--- ASSIGNMENT ---
Images excepted, the data below must be repeated exactly.

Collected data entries
⁂
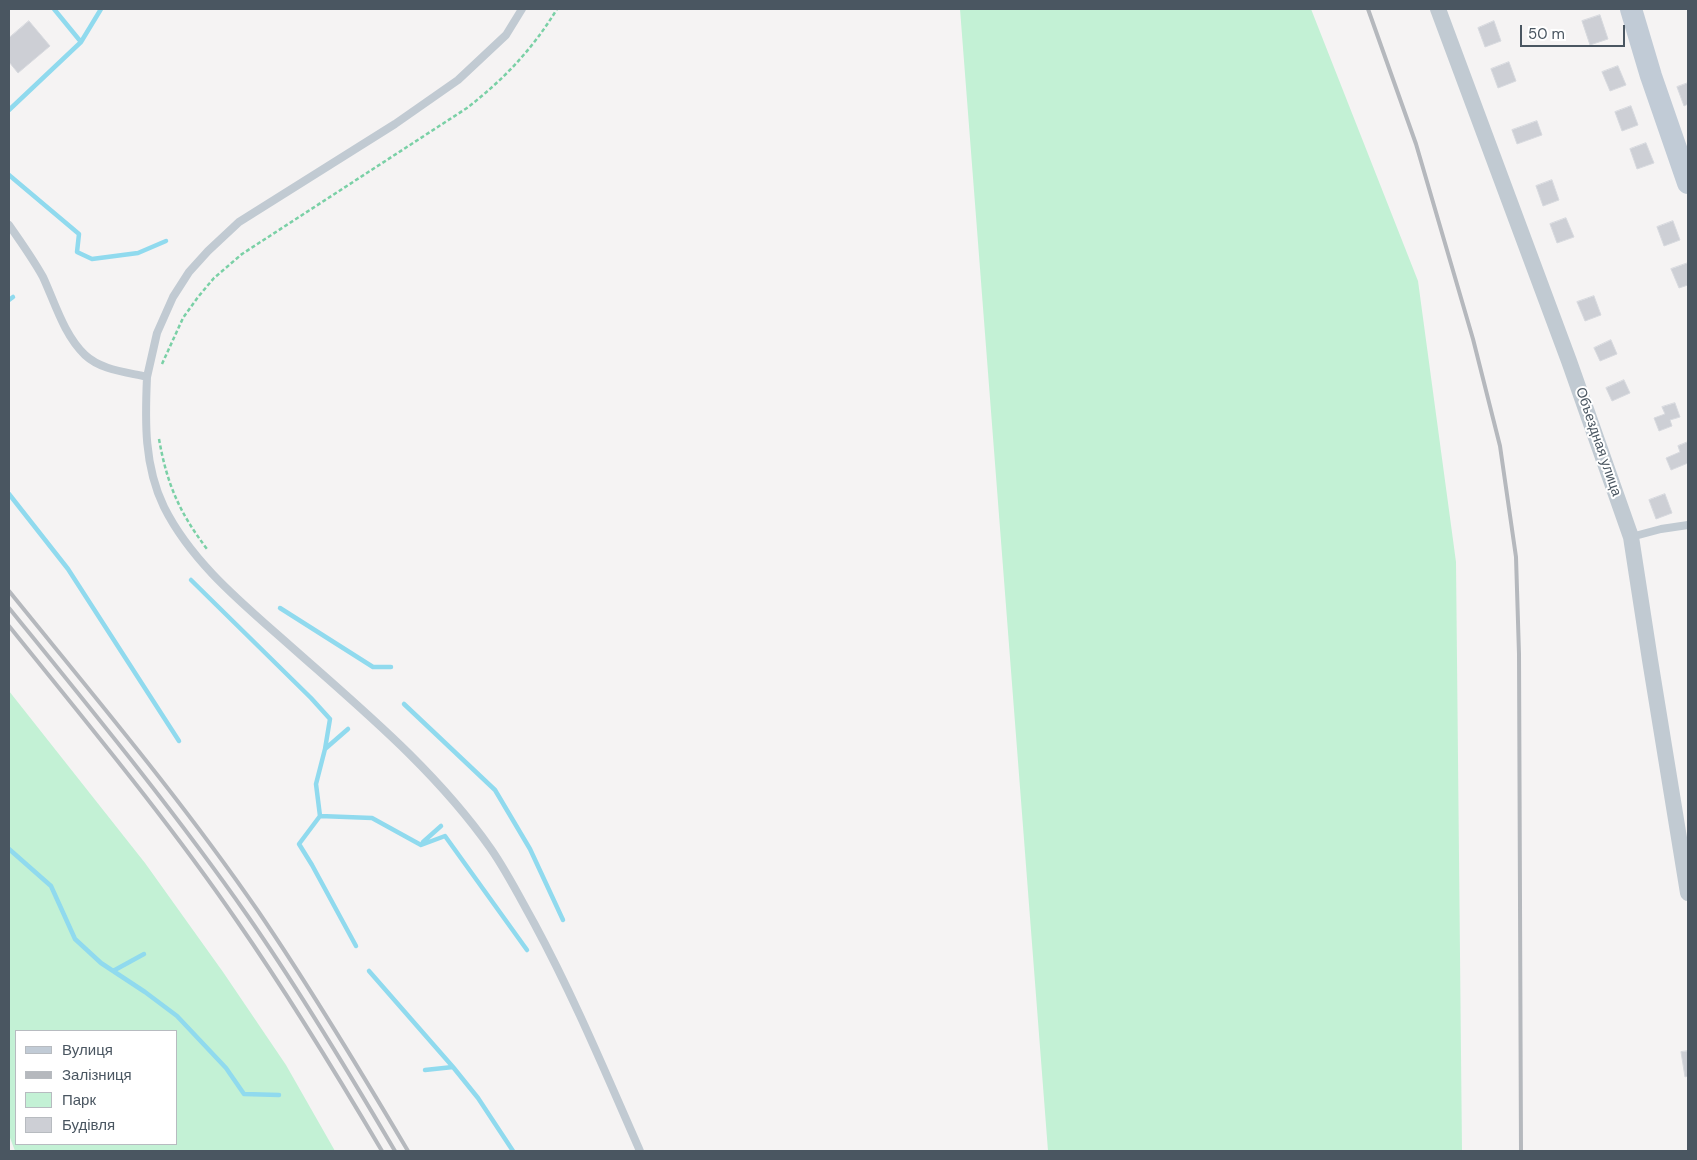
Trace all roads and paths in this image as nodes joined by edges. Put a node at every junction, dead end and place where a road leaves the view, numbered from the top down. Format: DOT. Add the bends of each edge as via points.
graph roads {
  1 [pos="522,9"];
  2 [pos="557,9"];
  3 [pos="1438,9"];
  4 [pos="1631,9"];
  5 [pos="1688,184"];
  6 [pos="9,225"];
  7 [pos="161,368"];
  8 [pos="147,376"];
  9 [pos="158,433"];
  10 [pos="1688,525"];
  11 [pos="1632,537"];
  12 [pos="212,556"];
  13 [pos="1688,893"];
  14 [pos="640,1151"];
  1 -- 8 [label="lane" via="506,35 458,80 395,124 239,222 208,251 173,297 157,333"];
  2 -- 7 [label="path" via="521,60 492,89 242,254 214,278 183,318"];
  3 -- 11 [label="street, Объездная улица" via="1570,361"];
  4 -- 5 [label="street"];
  6 -- 8 [label="lane" via="42,275 70,336 86,356 109,369"];
  8 -- 14 [label="lane" via="146,445 151,469 164,505 181,536 217,579 417,760 454,801 491,850 562,975"];
  9 -- 12 [label="path" via="168,482 195,534"];
  10 -- 11 [label="lane"];
  11 -- 13 [label="street, Объездная улица"];
}
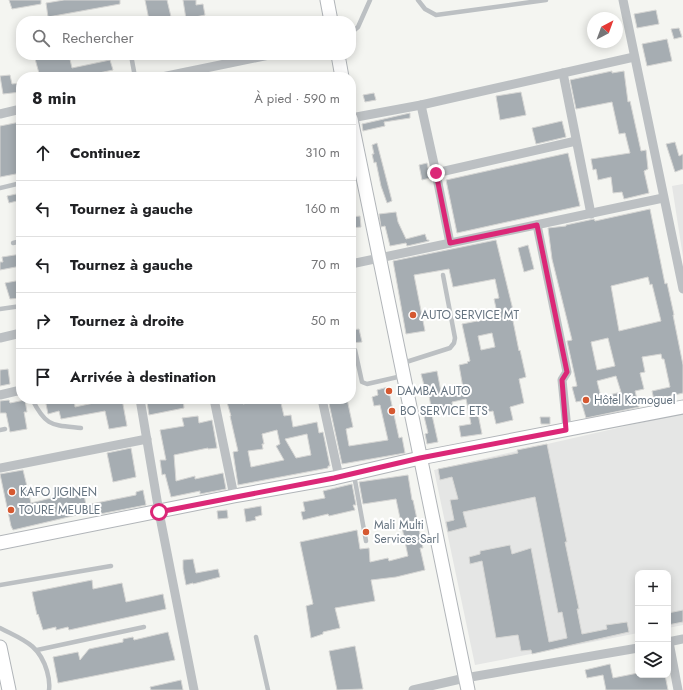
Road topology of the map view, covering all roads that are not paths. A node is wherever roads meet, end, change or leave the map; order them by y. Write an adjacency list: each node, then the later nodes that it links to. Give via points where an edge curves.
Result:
1 (327, 0): 6 (main road)
2 (370, 0): 7 (lane)
3 (418, 0): 4 (lane, via 425,9 436,15)
4 (546, 0)
5 (623, 0): 8 (street)
6 (330, 16)
7 (356, 29)
8 (634, 57): 15 (street); 25 (street)
9 (132, 60): 12 (lane)
10 (245, 60): 13 (street)
11 (339, 60): 14 (main road)
12 (134, 72)
13 (186, 72)
14 (341, 72)
15 (562, 73): 16 (street); 20 (street)
16 (421, 105): 19 (street); 22 (street)
17 (16, 110): 18 (street)
18 (0, 114)
19 (356, 118)
20 (576, 142): 22 (street); 26 (street)
21 (356, 144): 31 (main road)
22 (436, 173): 30 (street)
23 (16, 184): 24 (lane)
24 (0, 188)
25 (664, 198): 26 (street); 34 (street)
26 (590, 214): 27 (street)
27 (537, 225): 30 (street); 49 (street, via 567,372 562,380)
28 (16, 242): 29 (lane)
29 (13, 243)
30 (450, 243): 31 (street)
31 (379, 258): 32 (street); 40 (main road)
32 (356, 263)
33 (442, 275): 40 (lane, via 454,343 450,348)
34 (683, 290)
35 (16, 307): 36 (lane)
36 (0, 309)
37 (16, 334): 38 (street)
38 (0, 338)
39 (356, 355): 40 (lane, via 362,382 367,384)
40 (402, 370): 51 (main road)
41 (16, 391): 42 (street)
42 (0, 395)
43 (34, 404): 48 (lane, via 44,418 53,425)
44 (141, 404): 50 (street)
45 (215, 404): 55 (street)
46 (323, 404): 54 (street)
47 (683, 407): 49 (main road)
48 (81, 428)
49 (567, 429): 51 (main road)
50 (148, 439): 52 (street); 56 (street)
51 (420, 458): 53 (main road); 70 (main road)
52 (0, 468)
53 (353, 474): 54 (main road); 57 (lane)
54 (339, 477): 55 (main road)
55 (234, 496): 56 (main road)
56 (159, 512): 58 (main road); 73 (street)
57 (366, 541)
58 (0, 543)
59 (111, 566): 60 (lane)
60 (0, 585)
61 (0, 628): 68 (lane)
62 (144, 628): 68 (lane)
63 (256, 637): 74 (lane)
64 (683, 639): 65 (street)
65 (671, 641)
66 (0, 647): 71 (main road)
67 (635, 649): 70 (street)
68 (37, 650): 72 (lane, via 44,660 50,682)
69 (671, 656): 76 (street)
70 (466, 684): 75 (street)
71 (9, 690)
72 (49, 690)
73 (194, 690)
74 (268, 690)
75 (413, 690)
76 (678, 690)

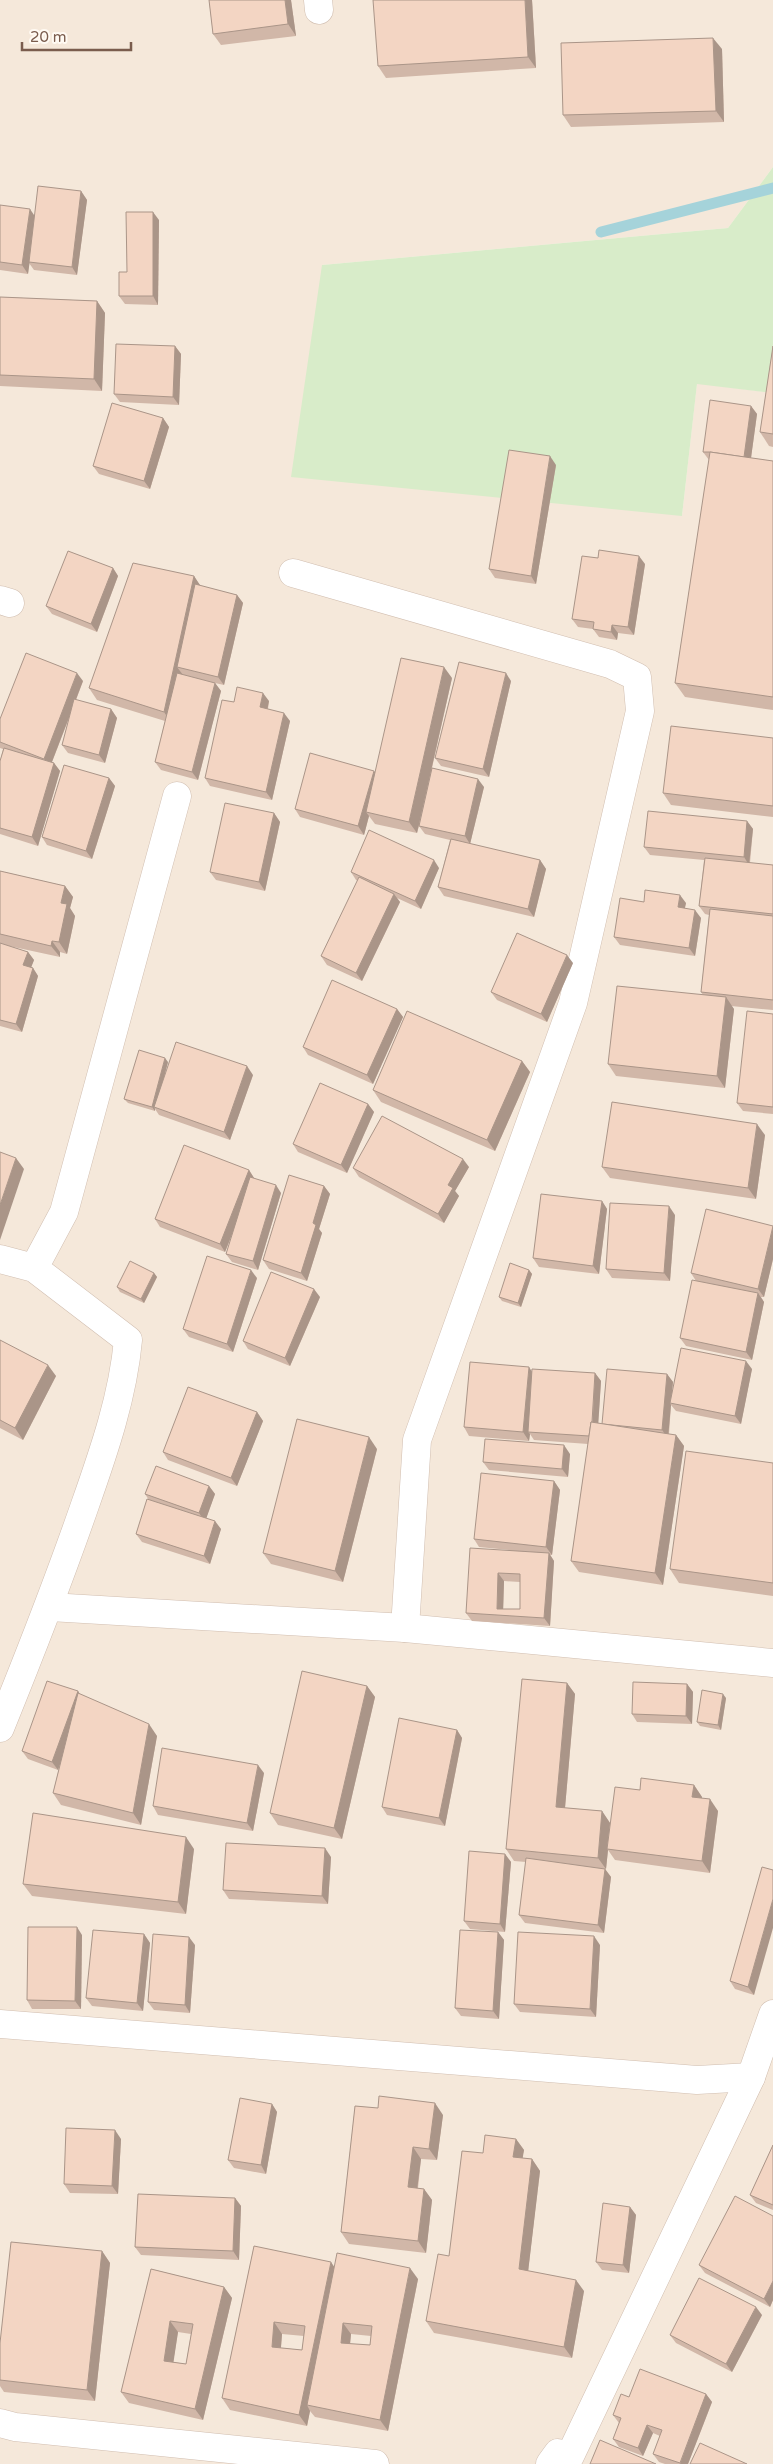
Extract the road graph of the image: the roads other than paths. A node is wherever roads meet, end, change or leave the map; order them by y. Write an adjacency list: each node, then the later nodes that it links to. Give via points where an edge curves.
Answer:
1 (293, 573): 6 (street, via 610,664 637,677 640,711 573,1003 417,1440)
2 (176, 796): 4 (street, via 64,1212)
3 (0, 1259): 4 (street)
4 (34, 1268): 5 (street, via 128,1340 122,1383 95,1477)
5 (50, 1607): 6 (street); 8 (street)
6 (404, 1628): 7 (street)
7 (773, 1664)
8 (0, 1728)
9 (773, 2014): 11 (street)
10 (0, 2024): 11 (street, via 697,2080)
11 (751, 2077): 14 (street, via 570,2456 558,2453)
12 (0, 2423): 13 (street)
13 (375, 2464)
14 (550, 2464)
⁂
--- TASK RESULT ---
Trace all roads and paths in this image as nodes joined by edges. Put a node at every junction, dead end and place where a road leaves the view, numbered from the top down. Format: DOT. Add the bends of each edge as via points.
graph roads {
  1 [pos="522,9"];
  2 [pos="557,9"];
  3 [pos="1438,9"];
  4 [pos="1631,9"];
  5 [pos="1688,184"];
  6 [pos="9,225"];
  7 [pos="161,368"];
  8 [pos="147,376"];
  9 [pos="158,433"];
  10 [pos="1688,525"];
  11 [pos="1632,537"];
  12 [pos="212,556"];
  13 [pos="1688,893"];
  14 [pos="640,1151"];
  1 -- 8 [label="lane" via="506,35 458,80 395,124 239,222 208,251 173,297 157,333"];
  2 -- 7 [label="path" via="521,60 492,89 242,254 214,278 183,318"];
  3 -- 11 [label="street, Объездная улица" via="1570,361"];
  4 -- 5 [label="street"];
  6 -- 8 [label="lane" via="42,275 70,336 86,356 109,369"];
  8 -- 14 [label="lane" via="146,445 151,469 164,505 181,536 217,579 417,760 454,801 491,850 562,975"];
  9 -- 12 [label="path" via="168,482 195,534"];
  10 -- 11 [label="lane"];
  11 -- 13 [label="street, Объездная улица"];
}
Road topology of the map view, covering all roads that are not paths. A node is wherever roads meet, end, change or leave the map; order them by y. Write an adjacency list: each node, then the later nodes that it links to. Give via points where an edge curves.
Result:
1 (327, 0): 6 (main road)
2 (370, 0): 7 (lane)
3 (418, 0): 4 (lane, via 425,9 436,15)
4 (546, 0)
5 (623, 0): 8 (street)
6 (330, 16)
7 (356, 29)
8 (634, 57): 15 (street); 25 (street)
9 (132, 60): 12 (lane)
10 (245, 60): 13 (street)
11 (339, 60): 14 (main road)
12 (134, 72)
13 (186, 72)
14 (341, 72)
15 (562, 73): 16 (street); 20 (street)
16 (421, 105): 19 (street); 22 (street)
17 (16, 110): 18 (street)
18 (0, 114)
19 (356, 118)
20 (576, 142): 22 (street); 26 (street)
21 (356, 144): 31 (main road)
22 (436, 173): 30 (street)
23 (16, 184): 24 (lane)
24 (0, 188)
25 (664, 198): 26 (street); 34 (street)
26 (590, 214): 27 (street)
27 (537, 225): 30 (street); 49 (street, via 567,372 562,380)
28 (16, 242): 29 (lane)
29 (13, 243)
30 (450, 243): 31 (street)
31 (379, 258): 32 (street); 40 (main road)
32 (356, 263)
33 (442, 275): 40 (lane, via 454,343 450,348)
34 (683, 290)
35 (16, 307): 36 (lane)
36 (0, 309)
37 (16, 334): 38 (street)
38 (0, 338)
39 (356, 355): 40 (lane, via 362,382 367,384)
40 (402, 370): 51 (main road)
41 (16, 391): 42 (street)
42 (0, 395)
43 (34, 404): 48 (lane, via 44,418 53,425)
44 (141, 404): 50 (street)
45 (215, 404): 55 (street)
46 (323, 404): 54 (street)
47 (683, 407): 49 (main road)
48 (81, 428)
49 (567, 429): 51 (main road)
50 (148, 439): 52 (street); 56 (street)
51 (420, 458): 53 (main road); 70 (main road)
52 (0, 468)
53 (353, 474): 54 (main road); 57 (lane)
54 (339, 477): 55 (main road)
55 (234, 496): 56 (main road)
56 (159, 512): 58 (main road); 73 (street)
57 (366, 541)
58 (0, 543)
59 (111, 566): 60 (lane)
60 (0, 585)
61 (0, 628): 68 (lane)
62 (144, 628): 68 (lane)
63 (256, 637): 74 (lane)
64 (683, 639): 65 (street)
65 (671, 641)
66 (0, 647): 71 (main road)
67 (635, 649): 70 (street)
68 (37, 650): 72 (lane, via 44,660 50,682)
69 (671, 656): 76 (street)
70 (466, 684): 75 (street)
71 (9, 690)
72 (49, 690)
73 (194, 690)
74 (268, 690)
75 (413, 690)
76 (678, 690)

Extract the road graph of the image: the roads other than paths. A node is wherever roads meet, end, change or leave the map; order them by y. Write an adjacency list: each node, then the later nodes that it links to. Give via points where an edge curves.
Answer:
1 (293, 573): 6 (street, via 610,664 637,677 640,711 573,1003 417,1440)
2 (176, 796): 4 (street, via 64,1212)
3 (0, 1259): 4 (street)
4 (34, 1268): 5 (street, via 128,1340 122,1383 95,1477)
5 (50, 1607): 6 (street); 8 (street)
6 (404, 1628): 7 (street)
7 (773, 1664)
8 (0, 1728)
9 (773, 2014): 11 (street)
10 (0, 2024): 11 (street, via 697,2080)
11 (751, 2077): 14 (street, via 570,2456 558,2453)
12 (0, 2423): 13 (street)
13 (375, 2464)
14 (550, 2464)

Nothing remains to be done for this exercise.